In my work, the lines created literally intersect, overlap, and make fluid many of the diasporic identities that colonial powers would have me believe are fixed. By doing this work I can reimagine ways to fight anti-blackness, ableism, queer-antagonism, the erasure, and the deafening silences caused by colonial powers. In short, these processes of making renew the vitality of queerness and/or blackness in both my current artistic practice and in my scholarly pursuits.

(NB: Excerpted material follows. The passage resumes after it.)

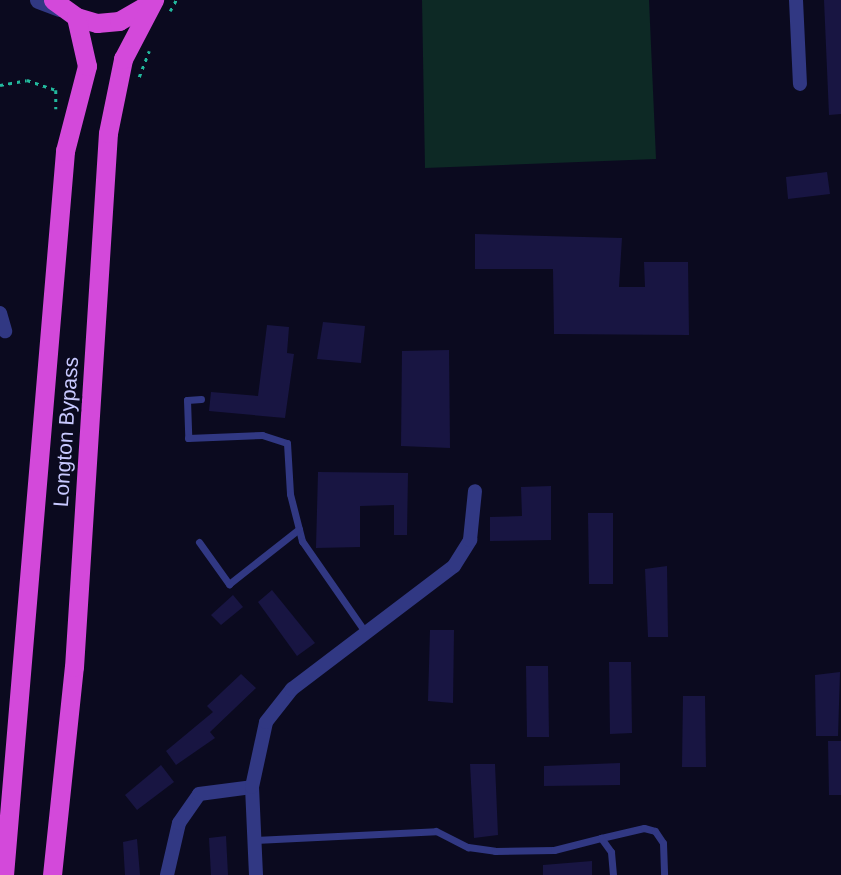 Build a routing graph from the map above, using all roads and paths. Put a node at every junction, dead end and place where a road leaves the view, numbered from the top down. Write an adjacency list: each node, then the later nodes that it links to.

MAURICE MOORE (he/him/them/they) is currently a doctoral Performance Studies student at the University of California-Davis. From 2011 to 2021, he has exhibited work and performed at the International House Davis (I-House) in Davis California, The Memorial Union Gallery at North Dakota State University, Christina Ray Gallery in Soho New York, Weatherspoon Museum of Art in North Carolina, and performed with Rios/Miralda in Madison Wisconsin. His creative non-fiction, fictional and visual works have appeared in Storm Cellar Journal, Harbor Review, Rigorous, Wicked Gay Ways, Unlikely Stories Mark V and Confluence, Communication and Critical Cultural Studies, and HIVES Buzz-Zine.